==== DATA SUPPLIED

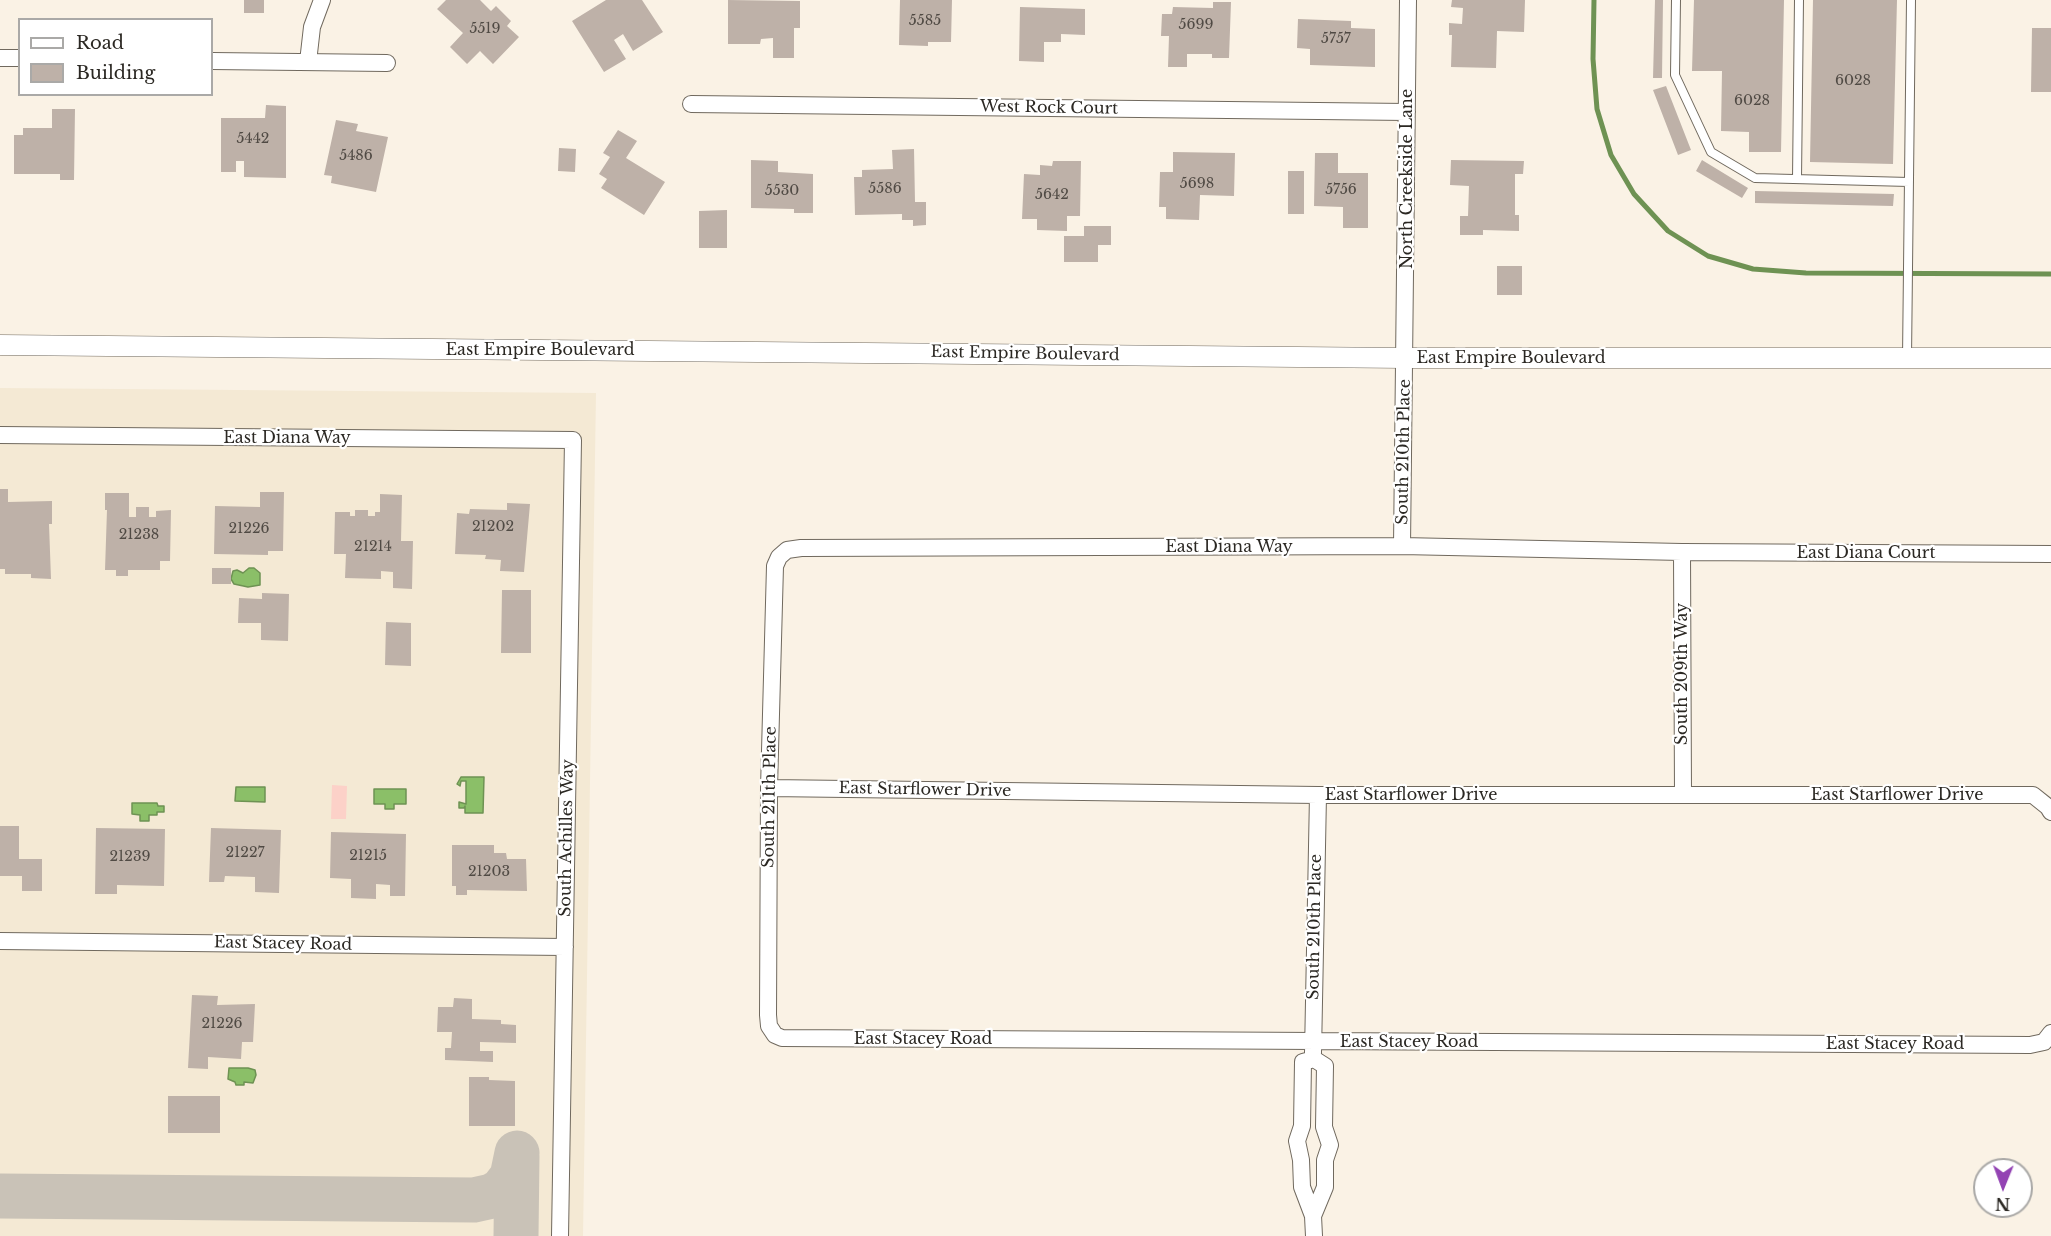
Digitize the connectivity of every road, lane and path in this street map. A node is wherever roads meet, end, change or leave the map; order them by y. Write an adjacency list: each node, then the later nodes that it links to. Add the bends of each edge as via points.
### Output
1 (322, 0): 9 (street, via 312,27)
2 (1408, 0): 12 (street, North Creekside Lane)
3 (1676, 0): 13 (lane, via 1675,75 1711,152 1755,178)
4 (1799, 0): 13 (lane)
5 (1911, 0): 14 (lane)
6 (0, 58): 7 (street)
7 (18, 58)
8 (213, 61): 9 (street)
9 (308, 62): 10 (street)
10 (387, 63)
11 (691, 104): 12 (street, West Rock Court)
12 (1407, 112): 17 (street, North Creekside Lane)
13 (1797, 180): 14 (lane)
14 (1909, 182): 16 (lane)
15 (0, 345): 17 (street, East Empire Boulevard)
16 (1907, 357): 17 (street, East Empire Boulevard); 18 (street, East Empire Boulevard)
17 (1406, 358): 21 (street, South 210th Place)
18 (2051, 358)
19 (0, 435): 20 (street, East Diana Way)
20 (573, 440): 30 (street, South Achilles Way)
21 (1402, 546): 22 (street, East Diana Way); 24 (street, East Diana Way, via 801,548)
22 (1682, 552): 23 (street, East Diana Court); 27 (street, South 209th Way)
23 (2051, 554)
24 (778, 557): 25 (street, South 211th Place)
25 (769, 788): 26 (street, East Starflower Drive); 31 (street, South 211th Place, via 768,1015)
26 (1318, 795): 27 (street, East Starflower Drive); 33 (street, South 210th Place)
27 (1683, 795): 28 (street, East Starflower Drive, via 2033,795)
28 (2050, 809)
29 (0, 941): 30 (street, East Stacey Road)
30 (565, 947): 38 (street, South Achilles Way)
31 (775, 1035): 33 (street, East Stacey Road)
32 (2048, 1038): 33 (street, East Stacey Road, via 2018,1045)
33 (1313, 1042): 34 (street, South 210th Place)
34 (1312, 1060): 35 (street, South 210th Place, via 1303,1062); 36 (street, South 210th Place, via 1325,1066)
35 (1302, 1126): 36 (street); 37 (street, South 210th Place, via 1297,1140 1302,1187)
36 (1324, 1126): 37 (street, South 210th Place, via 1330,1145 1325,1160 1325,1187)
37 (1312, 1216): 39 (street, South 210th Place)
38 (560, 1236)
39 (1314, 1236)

========
==== DATA SUPPLIED

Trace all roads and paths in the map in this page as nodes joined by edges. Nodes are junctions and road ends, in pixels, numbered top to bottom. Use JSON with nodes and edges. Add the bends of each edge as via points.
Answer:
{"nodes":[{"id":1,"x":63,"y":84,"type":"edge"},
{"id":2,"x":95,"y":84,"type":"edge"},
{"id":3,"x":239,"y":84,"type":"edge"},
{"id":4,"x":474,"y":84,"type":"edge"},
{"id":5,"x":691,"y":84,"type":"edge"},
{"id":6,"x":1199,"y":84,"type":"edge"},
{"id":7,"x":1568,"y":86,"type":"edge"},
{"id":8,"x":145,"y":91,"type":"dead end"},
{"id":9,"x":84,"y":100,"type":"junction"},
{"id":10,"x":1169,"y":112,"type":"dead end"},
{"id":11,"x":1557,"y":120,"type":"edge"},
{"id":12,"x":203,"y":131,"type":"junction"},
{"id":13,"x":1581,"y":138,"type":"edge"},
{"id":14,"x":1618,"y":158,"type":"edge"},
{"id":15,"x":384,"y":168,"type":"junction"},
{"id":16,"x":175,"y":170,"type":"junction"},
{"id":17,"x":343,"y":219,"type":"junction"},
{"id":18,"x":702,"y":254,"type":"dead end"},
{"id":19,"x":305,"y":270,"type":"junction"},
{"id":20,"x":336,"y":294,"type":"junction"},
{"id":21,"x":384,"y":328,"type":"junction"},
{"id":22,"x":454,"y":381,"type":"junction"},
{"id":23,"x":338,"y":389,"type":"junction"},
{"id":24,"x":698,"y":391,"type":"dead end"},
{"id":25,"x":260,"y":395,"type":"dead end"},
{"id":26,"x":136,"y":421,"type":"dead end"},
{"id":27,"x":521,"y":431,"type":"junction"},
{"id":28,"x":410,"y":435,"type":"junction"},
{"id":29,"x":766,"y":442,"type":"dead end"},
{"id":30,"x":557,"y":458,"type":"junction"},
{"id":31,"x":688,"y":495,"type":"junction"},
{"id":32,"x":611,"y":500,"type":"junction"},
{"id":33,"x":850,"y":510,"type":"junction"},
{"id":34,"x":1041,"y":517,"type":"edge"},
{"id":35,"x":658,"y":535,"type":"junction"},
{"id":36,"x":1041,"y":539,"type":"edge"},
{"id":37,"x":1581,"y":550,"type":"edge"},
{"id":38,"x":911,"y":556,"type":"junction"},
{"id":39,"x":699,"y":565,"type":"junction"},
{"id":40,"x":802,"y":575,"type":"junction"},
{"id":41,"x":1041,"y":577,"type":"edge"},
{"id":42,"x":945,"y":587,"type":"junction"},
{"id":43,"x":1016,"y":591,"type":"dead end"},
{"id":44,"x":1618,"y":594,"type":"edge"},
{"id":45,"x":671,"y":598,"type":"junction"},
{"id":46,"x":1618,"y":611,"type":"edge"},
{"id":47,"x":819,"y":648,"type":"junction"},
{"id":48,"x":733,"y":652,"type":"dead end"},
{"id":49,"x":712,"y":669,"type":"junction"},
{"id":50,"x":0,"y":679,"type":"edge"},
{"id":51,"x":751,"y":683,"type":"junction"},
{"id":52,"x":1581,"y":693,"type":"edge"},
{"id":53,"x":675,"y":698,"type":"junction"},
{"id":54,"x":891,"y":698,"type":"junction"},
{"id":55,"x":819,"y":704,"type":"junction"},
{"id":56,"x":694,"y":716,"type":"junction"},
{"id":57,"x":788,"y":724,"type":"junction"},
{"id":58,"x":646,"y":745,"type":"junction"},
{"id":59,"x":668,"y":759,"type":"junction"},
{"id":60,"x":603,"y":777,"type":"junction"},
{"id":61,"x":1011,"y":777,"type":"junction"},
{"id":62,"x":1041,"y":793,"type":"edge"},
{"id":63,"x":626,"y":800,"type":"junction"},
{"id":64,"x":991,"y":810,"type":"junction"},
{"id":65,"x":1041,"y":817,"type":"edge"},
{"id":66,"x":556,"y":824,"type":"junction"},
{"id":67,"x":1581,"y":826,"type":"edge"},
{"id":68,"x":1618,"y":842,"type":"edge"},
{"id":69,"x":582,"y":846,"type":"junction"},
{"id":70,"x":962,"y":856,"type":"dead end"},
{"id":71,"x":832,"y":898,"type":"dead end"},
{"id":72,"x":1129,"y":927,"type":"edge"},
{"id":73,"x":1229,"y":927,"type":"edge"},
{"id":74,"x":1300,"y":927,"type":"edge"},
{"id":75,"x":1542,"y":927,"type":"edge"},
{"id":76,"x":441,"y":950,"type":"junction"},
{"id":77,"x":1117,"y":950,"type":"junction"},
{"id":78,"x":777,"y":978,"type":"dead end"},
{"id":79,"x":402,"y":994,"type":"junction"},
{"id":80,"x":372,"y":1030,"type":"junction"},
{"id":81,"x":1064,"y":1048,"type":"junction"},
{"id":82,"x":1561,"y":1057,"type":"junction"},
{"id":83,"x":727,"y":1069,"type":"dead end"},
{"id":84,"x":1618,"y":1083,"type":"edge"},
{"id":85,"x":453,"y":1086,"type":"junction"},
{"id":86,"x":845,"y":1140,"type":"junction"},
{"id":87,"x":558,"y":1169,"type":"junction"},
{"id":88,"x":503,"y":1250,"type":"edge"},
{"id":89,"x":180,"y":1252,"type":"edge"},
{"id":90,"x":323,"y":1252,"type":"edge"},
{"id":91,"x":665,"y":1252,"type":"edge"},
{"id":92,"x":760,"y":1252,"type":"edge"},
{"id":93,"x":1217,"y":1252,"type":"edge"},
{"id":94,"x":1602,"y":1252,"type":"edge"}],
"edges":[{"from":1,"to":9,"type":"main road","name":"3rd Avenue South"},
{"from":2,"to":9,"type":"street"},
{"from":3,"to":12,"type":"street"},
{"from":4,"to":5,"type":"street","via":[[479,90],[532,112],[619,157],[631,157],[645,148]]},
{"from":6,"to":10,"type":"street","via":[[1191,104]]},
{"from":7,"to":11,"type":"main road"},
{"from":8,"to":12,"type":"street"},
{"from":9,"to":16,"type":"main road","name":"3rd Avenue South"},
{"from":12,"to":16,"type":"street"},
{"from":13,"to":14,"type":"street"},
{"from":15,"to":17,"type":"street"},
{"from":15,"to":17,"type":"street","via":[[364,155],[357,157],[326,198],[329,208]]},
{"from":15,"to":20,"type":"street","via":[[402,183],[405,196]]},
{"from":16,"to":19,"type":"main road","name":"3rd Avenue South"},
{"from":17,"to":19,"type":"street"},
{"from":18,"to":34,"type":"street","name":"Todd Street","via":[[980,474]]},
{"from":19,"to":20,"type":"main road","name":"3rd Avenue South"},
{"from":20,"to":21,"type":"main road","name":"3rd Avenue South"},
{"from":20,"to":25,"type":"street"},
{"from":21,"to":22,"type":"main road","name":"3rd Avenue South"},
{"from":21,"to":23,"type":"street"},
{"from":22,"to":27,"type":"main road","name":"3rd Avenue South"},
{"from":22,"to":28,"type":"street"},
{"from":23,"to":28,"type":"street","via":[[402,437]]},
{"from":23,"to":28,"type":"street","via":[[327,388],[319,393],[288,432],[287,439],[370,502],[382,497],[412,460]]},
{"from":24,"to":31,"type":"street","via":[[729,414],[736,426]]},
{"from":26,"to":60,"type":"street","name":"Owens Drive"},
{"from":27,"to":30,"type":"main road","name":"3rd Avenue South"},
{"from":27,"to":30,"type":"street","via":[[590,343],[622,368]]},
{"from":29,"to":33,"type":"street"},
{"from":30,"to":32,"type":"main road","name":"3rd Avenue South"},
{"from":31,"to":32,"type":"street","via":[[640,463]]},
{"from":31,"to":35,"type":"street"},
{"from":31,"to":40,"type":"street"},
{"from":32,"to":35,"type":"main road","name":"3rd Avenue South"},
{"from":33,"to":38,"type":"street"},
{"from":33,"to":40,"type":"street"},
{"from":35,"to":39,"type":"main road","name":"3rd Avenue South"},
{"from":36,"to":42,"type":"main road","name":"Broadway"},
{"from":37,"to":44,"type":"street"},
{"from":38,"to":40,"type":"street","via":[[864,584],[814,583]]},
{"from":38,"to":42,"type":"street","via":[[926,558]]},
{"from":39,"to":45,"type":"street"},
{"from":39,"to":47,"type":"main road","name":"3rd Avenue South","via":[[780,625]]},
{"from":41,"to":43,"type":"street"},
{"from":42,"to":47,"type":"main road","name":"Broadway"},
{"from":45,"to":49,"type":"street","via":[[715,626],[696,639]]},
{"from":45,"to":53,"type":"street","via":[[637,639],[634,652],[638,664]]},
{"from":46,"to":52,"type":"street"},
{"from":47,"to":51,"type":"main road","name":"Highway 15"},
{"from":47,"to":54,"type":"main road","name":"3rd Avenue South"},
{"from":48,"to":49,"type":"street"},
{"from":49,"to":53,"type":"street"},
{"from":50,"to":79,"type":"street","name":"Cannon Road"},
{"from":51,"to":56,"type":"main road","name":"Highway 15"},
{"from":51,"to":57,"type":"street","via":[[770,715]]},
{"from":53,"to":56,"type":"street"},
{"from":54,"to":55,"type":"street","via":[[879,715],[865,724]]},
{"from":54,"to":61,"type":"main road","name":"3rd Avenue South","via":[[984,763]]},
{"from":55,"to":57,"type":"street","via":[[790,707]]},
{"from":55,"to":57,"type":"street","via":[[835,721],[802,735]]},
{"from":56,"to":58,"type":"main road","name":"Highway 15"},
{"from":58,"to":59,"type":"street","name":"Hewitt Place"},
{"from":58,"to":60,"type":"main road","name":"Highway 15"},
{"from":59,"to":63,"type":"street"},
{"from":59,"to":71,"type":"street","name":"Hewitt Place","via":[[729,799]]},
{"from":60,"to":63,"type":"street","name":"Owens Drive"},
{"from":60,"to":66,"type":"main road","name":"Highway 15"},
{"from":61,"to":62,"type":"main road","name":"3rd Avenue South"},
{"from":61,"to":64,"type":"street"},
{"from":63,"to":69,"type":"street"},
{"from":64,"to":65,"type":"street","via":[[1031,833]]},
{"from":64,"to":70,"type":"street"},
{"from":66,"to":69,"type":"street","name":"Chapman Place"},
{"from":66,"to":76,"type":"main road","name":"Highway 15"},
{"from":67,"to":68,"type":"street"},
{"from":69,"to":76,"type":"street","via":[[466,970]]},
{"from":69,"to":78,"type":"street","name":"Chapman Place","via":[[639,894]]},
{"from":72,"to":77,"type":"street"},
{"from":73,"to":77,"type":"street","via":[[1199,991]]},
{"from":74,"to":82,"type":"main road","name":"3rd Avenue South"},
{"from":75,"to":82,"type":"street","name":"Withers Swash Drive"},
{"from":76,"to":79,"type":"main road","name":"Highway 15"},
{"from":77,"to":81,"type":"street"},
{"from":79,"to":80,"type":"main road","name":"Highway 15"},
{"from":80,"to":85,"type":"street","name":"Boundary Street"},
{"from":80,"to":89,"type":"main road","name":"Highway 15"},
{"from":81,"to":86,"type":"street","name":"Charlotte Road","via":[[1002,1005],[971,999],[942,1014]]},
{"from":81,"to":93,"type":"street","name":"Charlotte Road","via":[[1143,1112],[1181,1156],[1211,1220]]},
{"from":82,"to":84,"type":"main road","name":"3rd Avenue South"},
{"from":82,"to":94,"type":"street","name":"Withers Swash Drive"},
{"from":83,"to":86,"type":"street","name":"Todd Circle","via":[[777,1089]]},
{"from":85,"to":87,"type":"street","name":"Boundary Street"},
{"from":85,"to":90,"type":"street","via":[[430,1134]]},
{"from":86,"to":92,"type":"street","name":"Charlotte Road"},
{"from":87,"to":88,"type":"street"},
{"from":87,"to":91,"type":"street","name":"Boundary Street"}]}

========

**TASK GOAL**. Only the number should be given: how many lines of the data contain the word "Todd"?

**FINISHED EXERCISE**. 2